Go through the listing below and count the lines with "dead" in them. Only the count is needed.

***

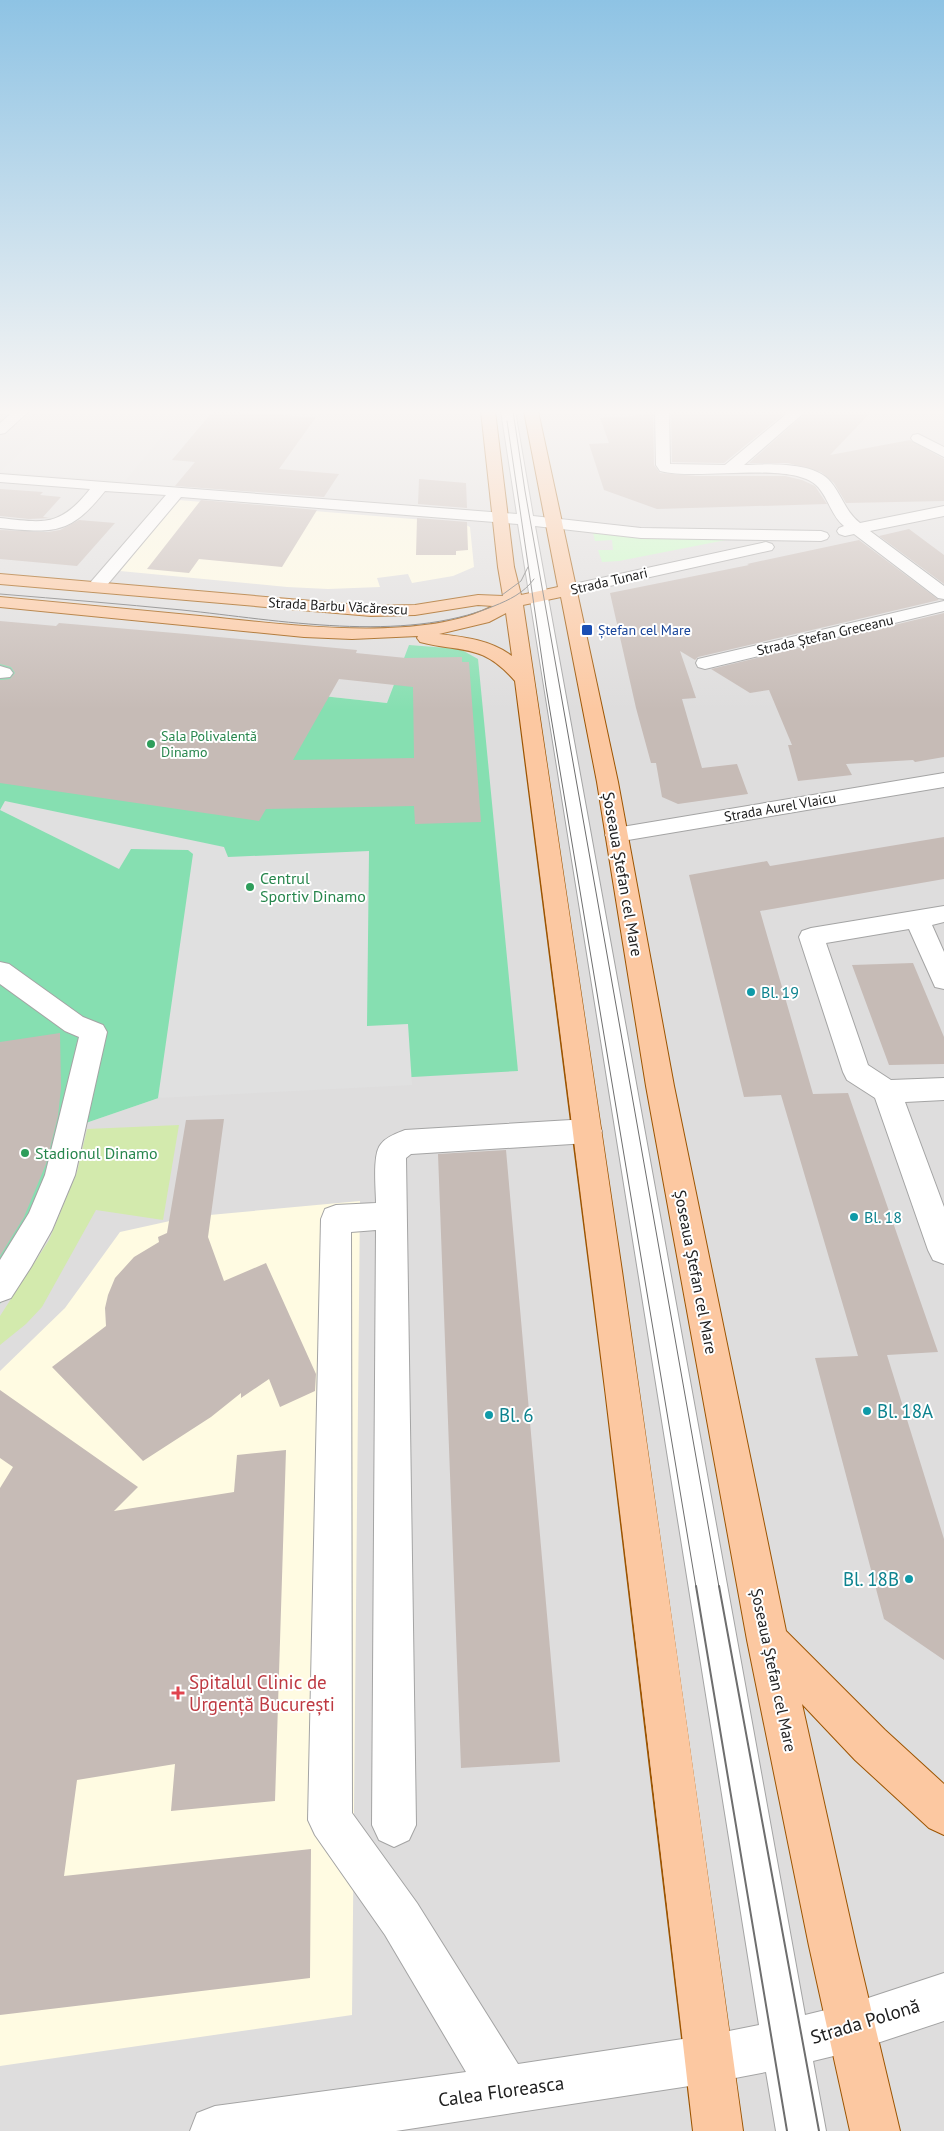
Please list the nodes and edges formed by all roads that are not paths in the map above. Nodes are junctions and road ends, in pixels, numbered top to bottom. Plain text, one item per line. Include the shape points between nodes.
1 (79, 510) edge
2 (161, 510) edge
3 (415, 510) edge
4 (498, 510) edge
5 (524, 510) edge
6 (551, 510) edge
7 (839, 510) edge
8 (944, 511) edge
9 (499, 517) junction
10 (525, 520) junction
11 (0, 523) edge
12 (554, 523) junction
13 (858, 529) junction
14 (821, 536) junction
15 (0, 579) edge
16 (96, 587) junction
17 (944, 594) edge
18 (540, 596) junction
19 (0, 602) edge
20 (944, 606) edge
21 (392, 634) junction
22 (705, 663) dead end
23 (523, 678) junction
24 (944, 780) edge
25 (616, 835) junction
26 (944, 914) edge
27 (917, 919) junction
28 (0, 970) edge
29 (944, 980) edge
30 (944, 1088) edge
31 (887, 1091) junction
32 (588, 1131) junction
33 (391, 1216) junction
34 (944, 1250) edge
35 (0, 1287) edge
36 (767, 1640) junction
37 (944, 1813) edge
38 (394, 1825) dead end
39 (944, 1997) edge
40 (850, 2028) junction
41 (786, 2043) junction
42 (709, 2059) junction
43 (506, 2091) junction
44 (215, 2131) edge
45 (718, 2131) edge
46 (801, 2131) edge
47 (875, 2131) edge

1 - 11 street via 61,522 46,525
2 - 16 street
3 - 9 street, Strada Tunari
4 - 9 main road, Șoseaua Ștefan cel Mare
5 - 10 street, Șoseaua Ștefan cel Mare
6 - 12 main road, Șoseaua Ștefan cel Mare
7 - 13 street
8 - 13 street, Strada Tunari
9 - 10 street, Strada Tunari
9 - 18 main road, Șoseaua Ștefan cel Mare via 506,567
10 - 12 street, Strada Tunari
10 - 18 street, Șoseaua Ștefan cel Mare
12 - 14 street, Strada Tunari via 655,534
12 - 18 main road, Șoseaua Ștefan cel Mare
13 - 14 street, Strada Tunari
13 - 17 street
14 - 18 street, Strada Tunari
15 - 16 main road, Strada Barbu Văcărescu
16 - 18 main road, Strada Barbu Văcărescu via 371,611 415,610 478,600
18 - 21 main road, Strada Barbu Văcărescu via 479,620
18 - 23 main road, Șoseaua Ștefan cel Mare
18 - 25 main road, Șoseaua Ștefan cel Mare via 578,646 600,740
18 - 41 street, Șoseaua Ștefan cel Mare via 565,759
19 - 21 main road, Strada Barbu Văcărescu via 268,628
20 - 22 street, Strada Ștefan Greceanu
21 - 23 main road via 463,643 492,651
23 - 32 main road, Șoseaua Ștefan cel Mare
24 - 25 street, Strada Aurel Vlaicu
25 - 36 main road, Șoseaua Ștefan cel Mare via 660,1088
26 - 27 street
27 - 29 street
27 - 31 street via 811,937 857,1072
28 - 35 street via 74,1024 94,1032 60,1175 41,1220
30 - 31 street
31 - 34 street
32 - 33 street via 405,1142 391,1152
32 - 42 main road, Șoseaua Ștefan cel Mare
33 - 38 street
33 - 43 street via 336,1219 330,1820 401,1919
36 - 37 main road
36 - 40 main road, Șoseaua Ștefan cel Mare
39 - 40 street, Strada Polonă
40 - 41 street, Strada Polonă
40 - 47 main road, Șoseaua Ștefan cel Mare
41 - 42 street, Calea Floreasca
41 - 46 street, Șoseaua Ștefan cel Mare
42 - 43 street, Calea Floreasca
42 - 45 main road, Șoseaua Ștefan cel Mare
43 - 44 street, Calea Floreasca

***

Output for this task. 2